**Exercise details**
Pick out every line of the entries below where "LangKho" occurs, and copy those lines.

**Exercise material**
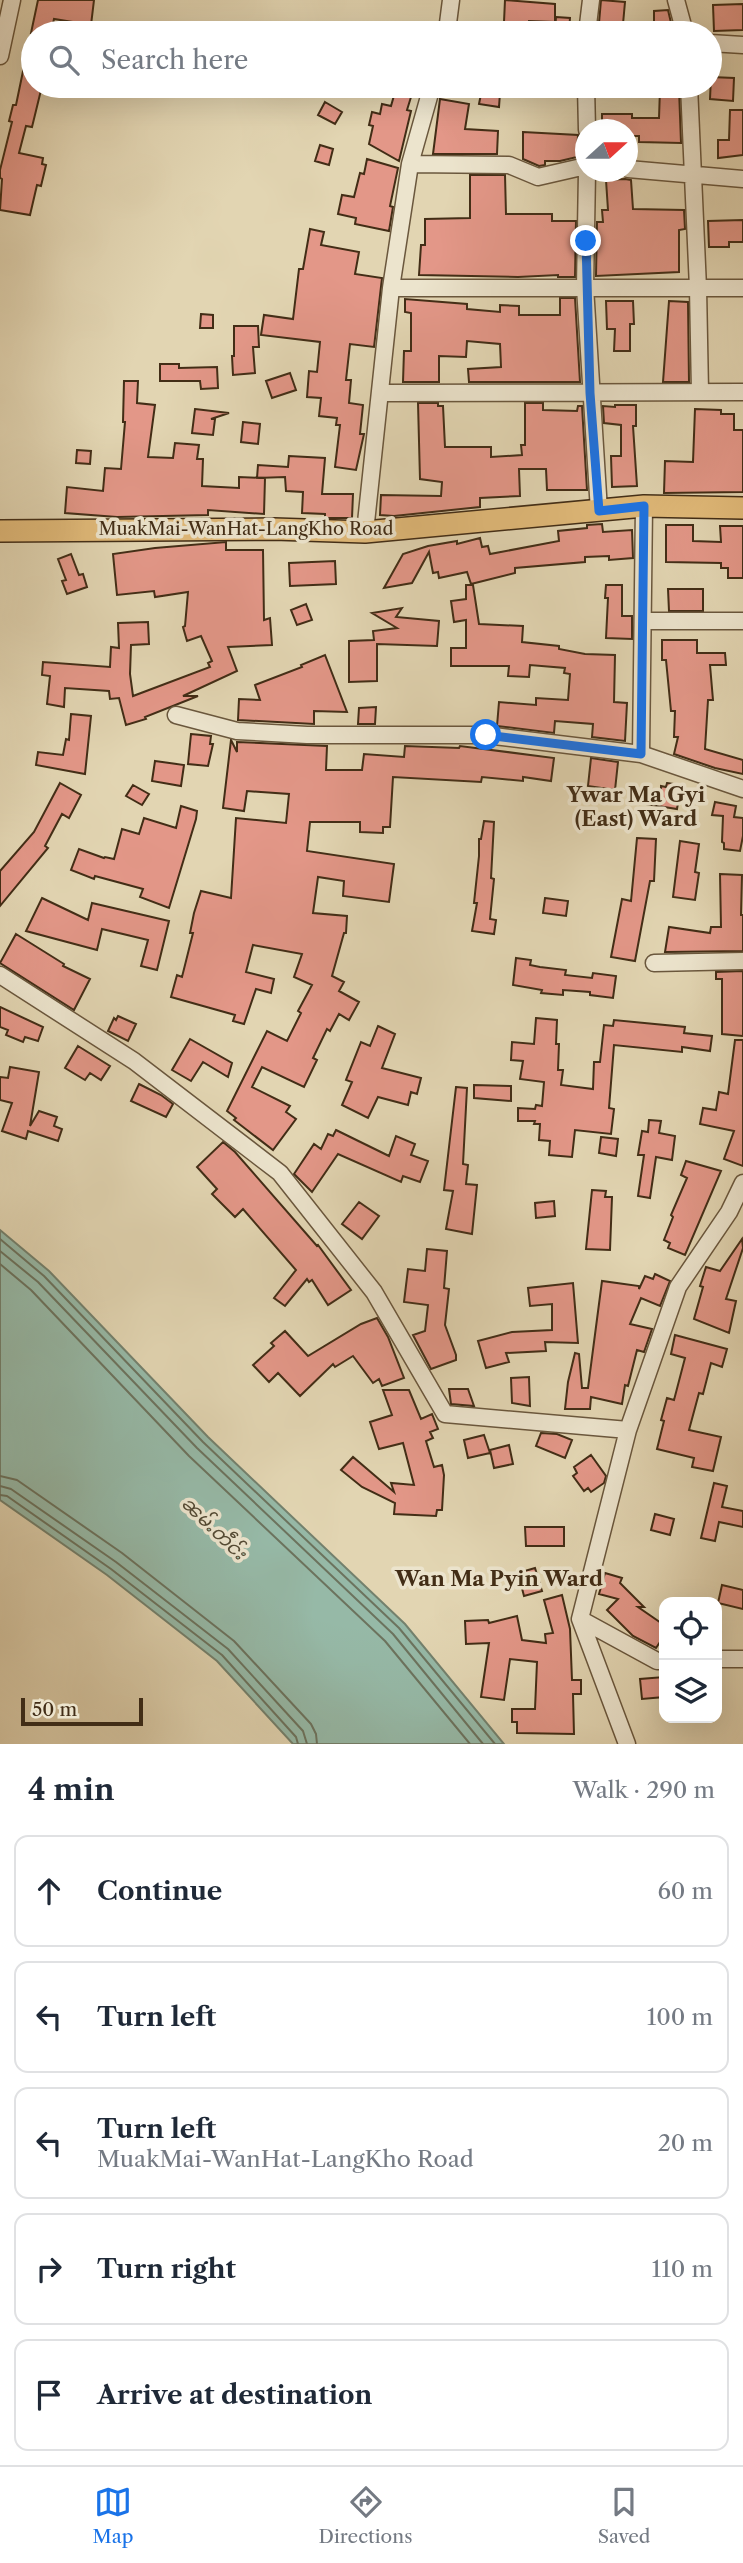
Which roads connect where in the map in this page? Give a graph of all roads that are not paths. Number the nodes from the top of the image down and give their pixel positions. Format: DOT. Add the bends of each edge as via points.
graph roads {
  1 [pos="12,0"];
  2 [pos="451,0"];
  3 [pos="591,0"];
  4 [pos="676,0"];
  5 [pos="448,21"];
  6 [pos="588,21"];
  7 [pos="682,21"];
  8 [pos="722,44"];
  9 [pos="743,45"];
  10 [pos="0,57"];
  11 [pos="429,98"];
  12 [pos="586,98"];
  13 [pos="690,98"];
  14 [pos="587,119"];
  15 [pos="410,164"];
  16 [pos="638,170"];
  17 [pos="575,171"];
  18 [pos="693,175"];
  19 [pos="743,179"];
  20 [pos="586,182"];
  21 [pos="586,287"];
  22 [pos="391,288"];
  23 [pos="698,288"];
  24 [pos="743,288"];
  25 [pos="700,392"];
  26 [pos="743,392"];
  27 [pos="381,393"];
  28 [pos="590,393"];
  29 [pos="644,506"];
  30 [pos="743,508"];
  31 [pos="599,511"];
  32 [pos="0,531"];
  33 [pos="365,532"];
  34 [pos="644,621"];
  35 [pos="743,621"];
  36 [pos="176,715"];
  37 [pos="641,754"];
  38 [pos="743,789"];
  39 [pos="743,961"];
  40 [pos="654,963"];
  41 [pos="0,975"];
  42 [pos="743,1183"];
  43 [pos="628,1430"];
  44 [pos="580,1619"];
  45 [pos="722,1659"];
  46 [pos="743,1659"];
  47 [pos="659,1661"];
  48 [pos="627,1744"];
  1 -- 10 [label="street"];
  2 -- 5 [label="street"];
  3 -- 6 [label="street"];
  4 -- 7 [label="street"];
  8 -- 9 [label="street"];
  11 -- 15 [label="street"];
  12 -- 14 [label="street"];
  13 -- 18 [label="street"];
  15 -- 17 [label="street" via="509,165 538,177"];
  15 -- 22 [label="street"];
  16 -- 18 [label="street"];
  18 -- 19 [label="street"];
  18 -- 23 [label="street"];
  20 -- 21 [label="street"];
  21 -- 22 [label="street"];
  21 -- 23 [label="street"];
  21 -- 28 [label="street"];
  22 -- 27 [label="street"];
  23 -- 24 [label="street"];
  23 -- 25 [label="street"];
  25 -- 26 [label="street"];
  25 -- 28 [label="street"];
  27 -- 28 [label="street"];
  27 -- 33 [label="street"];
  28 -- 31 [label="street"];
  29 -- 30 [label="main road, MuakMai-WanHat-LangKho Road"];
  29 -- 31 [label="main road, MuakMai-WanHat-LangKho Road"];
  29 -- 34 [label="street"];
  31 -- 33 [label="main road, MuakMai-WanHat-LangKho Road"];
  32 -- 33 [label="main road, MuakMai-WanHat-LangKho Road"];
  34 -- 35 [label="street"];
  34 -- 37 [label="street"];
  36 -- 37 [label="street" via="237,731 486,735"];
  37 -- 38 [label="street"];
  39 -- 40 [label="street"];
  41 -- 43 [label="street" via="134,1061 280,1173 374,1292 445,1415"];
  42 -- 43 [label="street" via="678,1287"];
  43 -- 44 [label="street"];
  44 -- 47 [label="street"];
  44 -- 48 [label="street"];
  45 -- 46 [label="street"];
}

**Solution to the problem**
  29 -- 30 [label="main road, MuakMai-WanHat-LangKho Road"];
  29 -- 31 [label="main road, MuakMai-WanHat-LangKho Road"];
  31 -- 33 [label="main road, MuakMai-WanHat-LangKho Road"];
  32 -- 33 [label="main road, MuakMai-WanHat-LangKho Road"];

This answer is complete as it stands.